Extracted records:
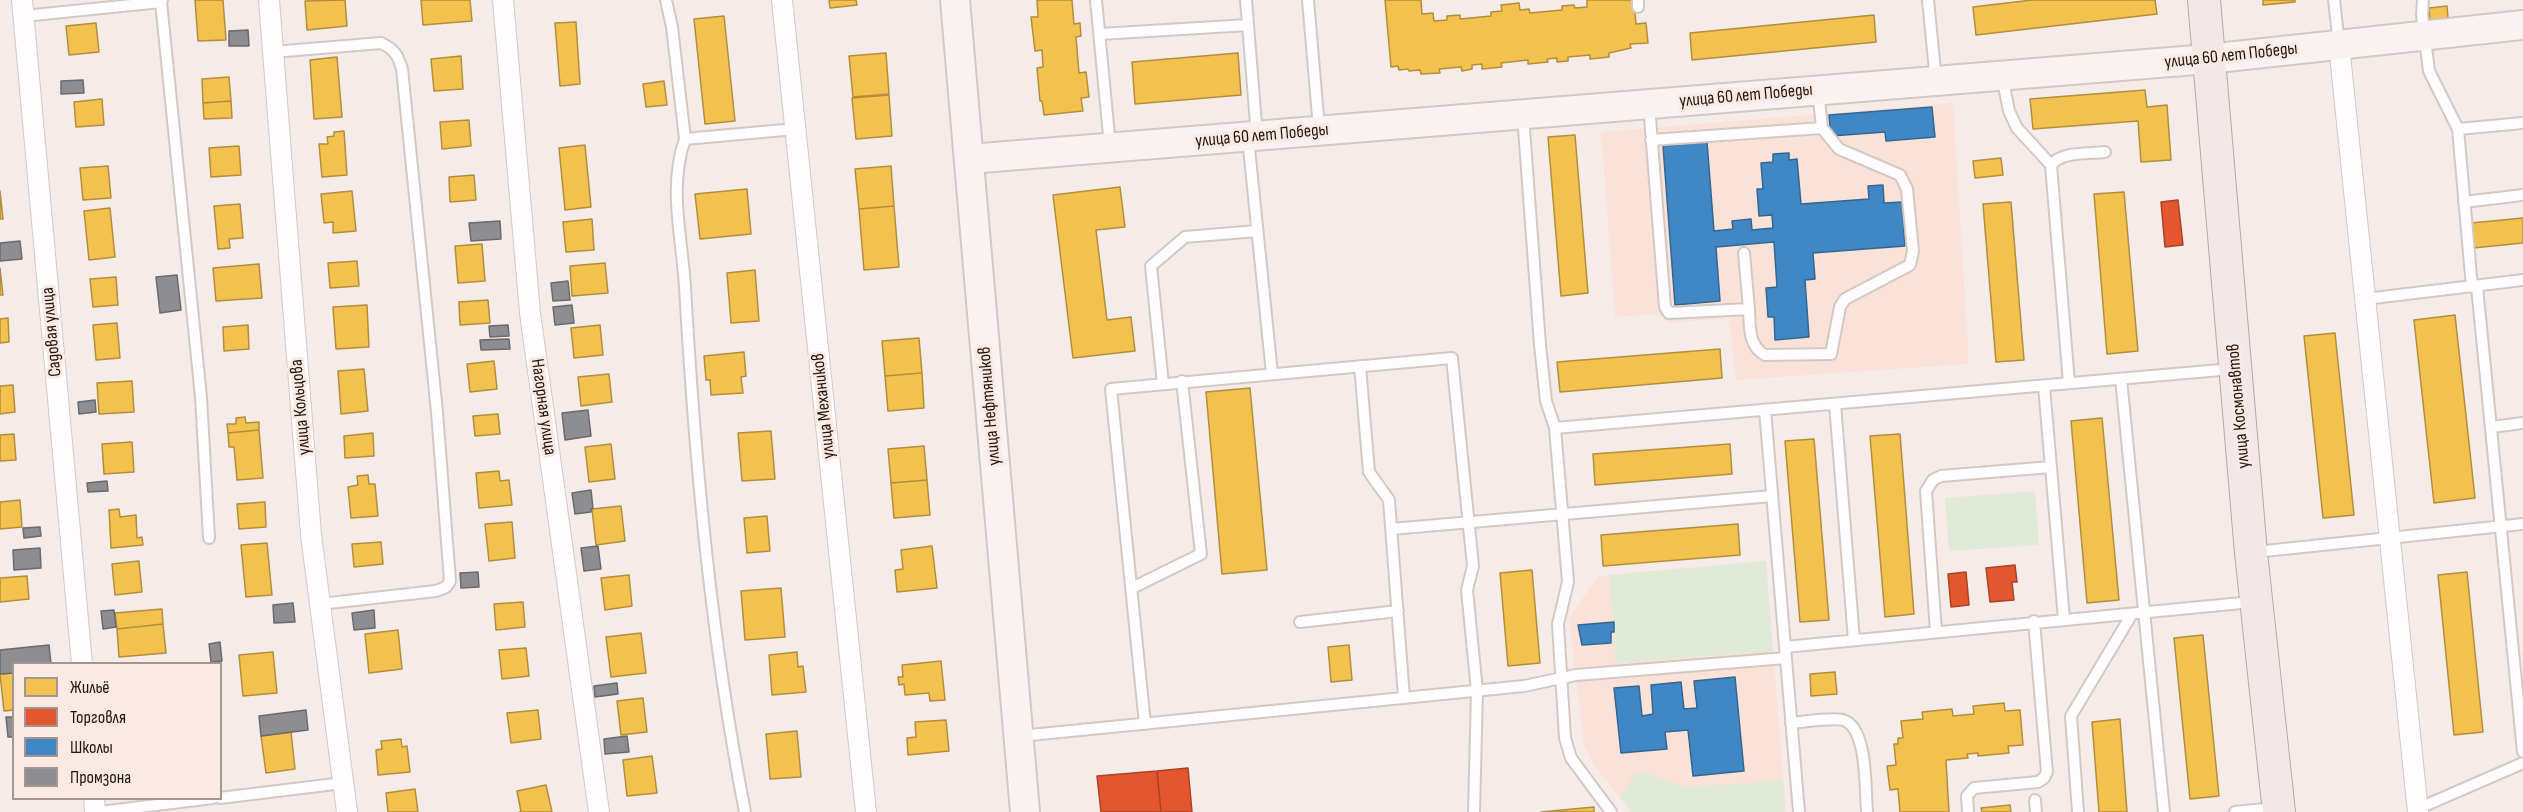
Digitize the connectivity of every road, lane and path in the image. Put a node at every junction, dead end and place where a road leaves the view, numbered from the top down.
1 (269, 0) edge
2 (503, 0) edge
3 (666, 0) edge
4 (782, 0) edge
5 (956, 0) edge
6 (1096, 0) edge
7 (1246, 0) edge
8 (1308, 0) edge
9 (1928, 0) edge
10 (2204, 0) edge
11 (2334, 0) edge
12 (2423, 0) edge
13 (162, 1) edge
14 (23, 8) edge
15 (1248, 25) junction
16 (2523, 25) edge
17 (1100, 34) junction
18 (2424, 36) junction
19 (2339, 45) junction
20 (273, 52) junction
21 (2208, 59) junction
22 (2001, 76) junction
23 (1936, 81) junction
24 (1818, 90) junction
25 (1649, 104) junction
26 (1523, 115) junction
27 (2523, 123) edge
28 (1822, 128) junction
29 (795, 129) junction
30 (2458, 129) junction
31 (1319, 131) junction
32 (1253, 137) junction
33 (685, 139) junction
34 (1651, 140) junction
35 (1110, 148) junction
36 (2106, 153) dead end
37 (969, 159) junction
38 (2051, 165) junction
39 (2523, 195) edge
40 (2464, 202) junction
41 (1257, 231) junction
42 (1744, 253) dead end
43 (2523, 280) edge
44 (2475, 287) junction
45 (2365, 299) junction
46 (1749, 309) junction
47 (1360, 366) junction
48 (2235, 369) junction
49 (1272, 374) junction
50 (2121, 379) junction
51 (1182, 381) junction
52 (1163, 384) junction
53 (2069, 384) junction
54 (2044, 386) junction
55 (1835, 404) junction
56 (1765, 410) junction
57 (2523, 423) edge
58 (2492, 427) junction
59 (1555, 428) junction
60 (2051, 467) junction
61 (1772, 496) junction
62 (1562, 514) junction
63 (1469, 522) junction
64 (2523, 524) edge
65 (2502, 526) junction
66 (1391, 528) junction
67 (209, 538) dead end
68 (2390, 538) junction
69 (2251, 553) junction
70 (1132, 588) junction
71 (2256, 602) junction
72 (320, 604) junction
73 (1398, 611) junction
74 (2144, 613) junction
75 (2132, 614) junction
76 (2064, 619) junction
77 (2034, 621) junction
78 (1299, 622) dead end
79 (1936, 632) junction
80 (1854, 640) junction
81 (1785, 652) junction
82 (82, 662) edge
83 (1559, 677) junction
84 (1477, 691) junction
85 (1404, 698) junction
86 (1791, 723) junction
87 (1145, 724) junction
88 (1019, 736) junction
89 (2523, 752) edge
90 (2523, 762) edge
91 (342, 783) junction
92 (222, 798) edge
93 (197, 800) edge
94 (2035, 800) dead end
95 (2279, 810) edge
96 (2418, 811) edge
97 (100, 812) edge
98 (346, 812) edge
99 (599, 812) edge
100 (745, 812) edge
101 (866, 812) edge
102 (1025, 812) edge
103 (1474, 812) edge
104 (1611, 812) edge
105 (1799, 812) edge
106 (1867, 812) edge
107 (1968, 812) edge
108 (2036, 812) edge
109 (2078, 812) edge
110 (2164, 812) edge
111 (2235, 812) edge

1 - 20 street, улица Кольцова
2 - 99 street, Нагорная улица
3 - 33 lane
4 - 29 street, улица Механиков
5 - 37 street, улица Нефтяников
6 - 17 lane
7 - 15 lane
8 - 31 lane
9 - 23 lane
10 - 21 main road, улица Космонавтов
11 - 19 lane
12 - 18 lane
13 - 14 lane
13 - 67 lane
14 - 82 street, Садовая улица
15 - 17 lane
15 - 32 lane
16 - 18 street, улица 60 лет Победы
17 - 35 lane
18 - 19 street, улица 60 лет Победы
18 - 30 lane
19 - 21 street, улица 60 лет Победы
19 - 45 street
20 - 72 street, улица Кольцова
20 - 72 lane
21 - 22 street, улица 60 лет Победы
21 - 48 main road, улица Космонавтов
22 - 23 street, улица 60 лет Победы
22 - 38 lane
23 - 24 street, улица 60 лет Победы
24 - 25 street, улица 60 лет Победы
24 - 28 lane
25 - 26 street, улица 60 лет Победы
25 - 34 lane
26 - 31 street, улица 60 лет Победы
26 - 59 lane
27 - 30 lane
28 - 34 lane
28 - 46 lane
29 - 33 lane
29 - 101 street, улица Механиков
30 - 40 lane
31 - 32 street, улица 60 лет Победы
32 - 35 street, улица 60 лет Победы
32 - 41 lane
33 - 100 lane
34 - 46 lane
35 - 37 street, улица 60 лет Победы
36 - 38 lane
37 - 88 street, улица Нефтяников
38 - 53 lane
39 - 40 lane
40 - 44 lane
41 - 49 lane
41 - 52 lane
42 - 46 lane
43 - 44 lane
44 - 45 lane
44 - 58 lane
45 - 68 street
47 - 49 lane
47 - 63 lane
47 - 66 lane
48 - 50 lane
48 - 69 main road, улица Космонавтов
49 - 51 lane
50 - 53 lane
50 - 74 lane
51 - 52 lane
51 - 70 lane
52 - 70 lane
53 - 54 lane
54 - 55 lane
54 - 60 lane
55 - 56 lane
55 - 80 lane
56 - 59 lane
56 - 61 lane
57 - 58 lane
58 - 65 lane
59 - 62 lane
60 - 76 lane
60 - 79 lane
61 - 62 lane
61 - 81 lane
62 - 63 lane
62 - 83 lane
63 - 66 lane
63 - 84 lane
64 - 65 lane
65 - 68 lane
65 - 89 lane
66 - 73 lane
68 - 69 lane
68 - 96 street
69 - 71 main road, улица Космонавтов
70 - 87 lane
71 - 74 lane
71 - 95 main road, улица Космонавтов
72 - 91 street, улица Кольцова
73 - 78 lane
73 - 85 lane
74 - 75 lane
74 - 110 lane
75 - 76 lane
75 - 109 lane
76 - 77 lane
77 - 79 lane
77 - 107 lane
79 - 80 lane
80 - 81 lane
81 - 83 lane
81 - 86 lane
83 - 84 lane
83 - 104 lane
84 - 85 lane
84 - 103 lane
85 - 87 lane
86 - 105 lane
86 - 106 lane
87 - 88 lane
88 - 102 street, улица Нефтяников
90 - 96 lane
91 - 92 lane
91 - 98 street, улица Кольцова
93 - 97 lane
94 - 108 lane
95 - 111 lane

Exercise: Provide only the number of lines in the material above that contain the word "Нефтяников".

Solution below: 3